Y también ha sido el año en el que el negocio de traducción especializada que arranqué hace ya tiempo ha empezado a coger inercia, con mucho esfuerzo, incertidumbre, dedicación e interés. La traducción me hace muy feliz. No solo porque sea un trabajo con el que realmente disfruto, sino porque además percibo que se valora y cada día aprendo cosas nuevas, cosas que me interesan.

Y, por supuesto, la nueva casa, o, mejor, nuestro nuevo hogar. Porque estamos adaptándolo a nosotros, a nuestro gusto, y estoy intentando convertirlo precisamente en eso: en nuestro hogar. Un lugar en el que estar a gusto, en el que poder desarrollarnos, en el que poder cultivarnos.

Toda esta actividad: mudanza, trabajo presencial, traducciones, paternidad, etc., han tenido un efecto inevitable en la escritura. Si mi producción antes ya era raquítica, este año se ha reducido al mínimo. La primera víctima ha sido el blog, por supuesto (no dejo de darle vueltas. Me gustaría hacer algo con él. Ya veremos). Pero, a cambio, han salido cuatro relatos de los que estoy muy satisfecho:

-          Allí abajo, en el n.º 20 de la revista Tártarus, que salió en enero de 2022.

-          El hijo pródigo, un relato lovecraftiano sobre Shub Niggurath de que estoy muy satisfecho, aunque no fuera seleccionado en la convocatoria. Necesitará un buen repaso, y no precisamente para recortarlo: hay partes que necesitan más desarrollo y otras que necesitan más clarificación. Hay parte de mí allí dentro.

-          La piedra gris, un relato de terror prehistórico, muy breve, que tampoco fue seleccionado, del que también estoy muy contento. Ese no creo que necesite nada más. Si acaso, me apetecería volver a ese mundo o a esos personajes.

-          La cornisa, un relato de body horror homoerótico que se me ocurrió paseando por Lekeitio durante las vacaciones de verano. El protagonista es un homosexual reprimido y un auténtico capullo, así que no creo que le guste a nadie.

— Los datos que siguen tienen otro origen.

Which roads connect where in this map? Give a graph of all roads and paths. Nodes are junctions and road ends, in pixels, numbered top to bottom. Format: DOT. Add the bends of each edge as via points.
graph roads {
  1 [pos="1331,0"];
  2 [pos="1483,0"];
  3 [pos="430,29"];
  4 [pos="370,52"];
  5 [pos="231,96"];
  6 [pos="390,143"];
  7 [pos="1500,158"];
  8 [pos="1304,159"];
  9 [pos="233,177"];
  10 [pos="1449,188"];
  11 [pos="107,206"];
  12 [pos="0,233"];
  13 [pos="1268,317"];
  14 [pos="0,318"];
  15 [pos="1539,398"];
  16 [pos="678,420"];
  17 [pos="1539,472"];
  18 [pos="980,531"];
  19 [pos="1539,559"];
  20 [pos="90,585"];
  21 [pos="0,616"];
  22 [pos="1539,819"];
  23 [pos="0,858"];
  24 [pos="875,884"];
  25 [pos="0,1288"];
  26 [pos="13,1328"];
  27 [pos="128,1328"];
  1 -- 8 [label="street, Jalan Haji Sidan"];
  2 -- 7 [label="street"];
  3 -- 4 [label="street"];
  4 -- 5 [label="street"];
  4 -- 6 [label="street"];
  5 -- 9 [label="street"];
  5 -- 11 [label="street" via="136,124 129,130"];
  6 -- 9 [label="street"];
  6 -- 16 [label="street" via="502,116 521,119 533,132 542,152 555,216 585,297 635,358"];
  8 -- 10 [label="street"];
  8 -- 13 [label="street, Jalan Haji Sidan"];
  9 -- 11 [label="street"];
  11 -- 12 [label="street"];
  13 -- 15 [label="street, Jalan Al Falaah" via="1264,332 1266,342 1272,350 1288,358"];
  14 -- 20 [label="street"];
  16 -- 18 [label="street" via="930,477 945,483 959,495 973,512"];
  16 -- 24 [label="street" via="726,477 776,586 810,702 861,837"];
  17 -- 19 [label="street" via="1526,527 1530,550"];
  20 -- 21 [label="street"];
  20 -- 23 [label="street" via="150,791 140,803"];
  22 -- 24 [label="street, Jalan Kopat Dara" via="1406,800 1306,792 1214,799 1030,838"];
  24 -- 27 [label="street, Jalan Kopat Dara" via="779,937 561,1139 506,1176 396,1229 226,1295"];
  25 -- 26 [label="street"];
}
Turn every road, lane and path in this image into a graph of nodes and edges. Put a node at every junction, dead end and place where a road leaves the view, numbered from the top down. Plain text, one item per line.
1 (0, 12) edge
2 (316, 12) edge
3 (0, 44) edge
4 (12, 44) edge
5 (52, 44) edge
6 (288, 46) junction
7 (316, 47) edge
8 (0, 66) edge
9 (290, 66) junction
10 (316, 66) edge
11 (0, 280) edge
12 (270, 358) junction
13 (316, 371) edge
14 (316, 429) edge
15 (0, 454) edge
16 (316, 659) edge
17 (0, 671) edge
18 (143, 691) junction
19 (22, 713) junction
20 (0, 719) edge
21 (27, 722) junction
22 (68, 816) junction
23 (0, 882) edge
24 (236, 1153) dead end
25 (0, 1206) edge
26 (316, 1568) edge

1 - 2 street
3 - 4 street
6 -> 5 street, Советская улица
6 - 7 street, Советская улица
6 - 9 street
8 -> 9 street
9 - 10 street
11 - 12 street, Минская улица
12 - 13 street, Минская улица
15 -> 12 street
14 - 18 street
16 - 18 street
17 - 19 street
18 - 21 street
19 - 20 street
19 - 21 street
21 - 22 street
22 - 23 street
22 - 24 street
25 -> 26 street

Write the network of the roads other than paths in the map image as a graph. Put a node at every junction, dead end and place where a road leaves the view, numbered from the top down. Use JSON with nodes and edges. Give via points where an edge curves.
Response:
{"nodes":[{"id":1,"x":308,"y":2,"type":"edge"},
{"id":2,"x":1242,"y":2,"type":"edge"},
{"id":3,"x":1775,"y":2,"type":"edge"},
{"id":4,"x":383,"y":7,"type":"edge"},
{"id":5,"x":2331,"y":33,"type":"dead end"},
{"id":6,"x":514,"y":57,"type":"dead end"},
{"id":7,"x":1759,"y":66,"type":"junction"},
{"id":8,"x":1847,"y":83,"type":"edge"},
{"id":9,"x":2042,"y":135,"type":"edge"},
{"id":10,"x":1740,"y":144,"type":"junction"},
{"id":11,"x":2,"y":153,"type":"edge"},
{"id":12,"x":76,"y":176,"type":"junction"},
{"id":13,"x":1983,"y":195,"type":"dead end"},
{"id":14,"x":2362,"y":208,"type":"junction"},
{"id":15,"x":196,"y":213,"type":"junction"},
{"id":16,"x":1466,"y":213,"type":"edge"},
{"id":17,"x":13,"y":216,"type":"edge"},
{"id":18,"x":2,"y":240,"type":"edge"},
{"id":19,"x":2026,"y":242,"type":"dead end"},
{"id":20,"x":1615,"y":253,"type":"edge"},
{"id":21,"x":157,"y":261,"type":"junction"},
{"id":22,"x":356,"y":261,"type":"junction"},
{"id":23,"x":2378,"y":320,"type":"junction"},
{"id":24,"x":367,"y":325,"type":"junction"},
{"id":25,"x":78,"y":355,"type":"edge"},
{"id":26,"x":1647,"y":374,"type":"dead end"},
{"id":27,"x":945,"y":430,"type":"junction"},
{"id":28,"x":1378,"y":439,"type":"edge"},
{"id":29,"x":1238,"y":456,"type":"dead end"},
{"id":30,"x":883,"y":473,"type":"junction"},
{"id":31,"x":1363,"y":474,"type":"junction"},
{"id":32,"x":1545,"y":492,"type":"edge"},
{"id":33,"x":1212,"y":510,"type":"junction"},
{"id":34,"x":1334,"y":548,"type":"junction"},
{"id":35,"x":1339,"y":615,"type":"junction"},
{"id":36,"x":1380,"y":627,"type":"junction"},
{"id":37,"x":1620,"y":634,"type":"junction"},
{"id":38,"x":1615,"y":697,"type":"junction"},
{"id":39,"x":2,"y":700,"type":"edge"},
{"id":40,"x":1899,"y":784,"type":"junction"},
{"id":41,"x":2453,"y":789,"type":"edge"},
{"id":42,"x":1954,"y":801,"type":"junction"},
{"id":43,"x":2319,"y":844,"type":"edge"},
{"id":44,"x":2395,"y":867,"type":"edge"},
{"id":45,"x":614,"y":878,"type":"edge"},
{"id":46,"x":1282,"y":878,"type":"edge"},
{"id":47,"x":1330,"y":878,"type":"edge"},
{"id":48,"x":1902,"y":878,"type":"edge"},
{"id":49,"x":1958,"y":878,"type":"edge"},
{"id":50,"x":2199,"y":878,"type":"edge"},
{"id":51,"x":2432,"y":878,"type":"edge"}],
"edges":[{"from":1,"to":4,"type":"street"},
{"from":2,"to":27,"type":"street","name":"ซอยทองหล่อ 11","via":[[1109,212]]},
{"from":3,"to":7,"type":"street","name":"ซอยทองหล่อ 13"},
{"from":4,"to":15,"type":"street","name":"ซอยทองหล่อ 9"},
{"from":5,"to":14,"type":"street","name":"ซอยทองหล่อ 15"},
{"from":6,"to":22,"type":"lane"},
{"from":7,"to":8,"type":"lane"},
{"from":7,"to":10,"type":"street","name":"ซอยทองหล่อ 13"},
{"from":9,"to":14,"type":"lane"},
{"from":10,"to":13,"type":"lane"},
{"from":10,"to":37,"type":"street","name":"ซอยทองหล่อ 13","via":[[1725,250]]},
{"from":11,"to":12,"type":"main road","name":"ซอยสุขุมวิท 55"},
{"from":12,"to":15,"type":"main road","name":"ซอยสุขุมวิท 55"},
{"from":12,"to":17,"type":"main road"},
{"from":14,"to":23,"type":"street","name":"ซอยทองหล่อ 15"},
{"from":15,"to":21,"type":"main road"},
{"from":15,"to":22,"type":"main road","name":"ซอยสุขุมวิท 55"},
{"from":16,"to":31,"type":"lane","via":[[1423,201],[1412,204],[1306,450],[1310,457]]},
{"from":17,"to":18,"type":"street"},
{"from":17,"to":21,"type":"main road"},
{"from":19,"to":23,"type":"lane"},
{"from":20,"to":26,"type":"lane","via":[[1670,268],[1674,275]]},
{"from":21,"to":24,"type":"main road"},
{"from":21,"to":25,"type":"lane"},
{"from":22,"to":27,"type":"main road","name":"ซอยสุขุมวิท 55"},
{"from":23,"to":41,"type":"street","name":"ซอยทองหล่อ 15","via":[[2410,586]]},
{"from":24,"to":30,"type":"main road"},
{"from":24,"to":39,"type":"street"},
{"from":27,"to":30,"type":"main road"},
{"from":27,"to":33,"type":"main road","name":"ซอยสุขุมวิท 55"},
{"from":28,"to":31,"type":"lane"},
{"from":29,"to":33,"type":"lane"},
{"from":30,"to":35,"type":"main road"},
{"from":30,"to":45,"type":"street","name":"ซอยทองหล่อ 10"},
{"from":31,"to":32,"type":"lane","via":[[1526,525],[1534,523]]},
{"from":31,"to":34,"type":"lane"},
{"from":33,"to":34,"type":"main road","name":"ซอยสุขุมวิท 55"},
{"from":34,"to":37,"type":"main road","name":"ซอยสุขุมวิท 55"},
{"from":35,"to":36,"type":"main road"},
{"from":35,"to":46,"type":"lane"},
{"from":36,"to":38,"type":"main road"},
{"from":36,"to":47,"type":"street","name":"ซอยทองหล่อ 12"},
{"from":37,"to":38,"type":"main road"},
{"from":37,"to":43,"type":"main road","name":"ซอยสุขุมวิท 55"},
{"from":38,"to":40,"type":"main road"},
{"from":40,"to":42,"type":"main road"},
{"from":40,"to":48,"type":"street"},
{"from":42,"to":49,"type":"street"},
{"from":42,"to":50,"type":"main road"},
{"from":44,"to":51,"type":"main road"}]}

Sigo luchando por terminar El viaje interior (título definitivo ¡por fin!), un largo relato weird sobre el confinamiento. Una cosa muy extraña y también muy personal. Me está costando mucho entrar en el esquema mental que necesito para abordar la última parte. Y estoy deseando terminarlo, porque cuando lo haga empezaré con un proyecto más largo que llevo ya tiempo acariciando, una novela corta de terror rural. Curiosamente fue hace cinco años, exactamente, que se ocurrió esa historia.

Además, en los últimos días de este año he retomado la escritura de un diario. La verdad es que hacía tiempo que le daba vueltas a la idea. Creo que me puede ayudar a superar el último periodo de sequía escritoril que estoy padeciendo, para encontrar la motivación necesaria. Por ahora, estoy contento con los resultados. Va sin frecuencia fija, pero sí constante.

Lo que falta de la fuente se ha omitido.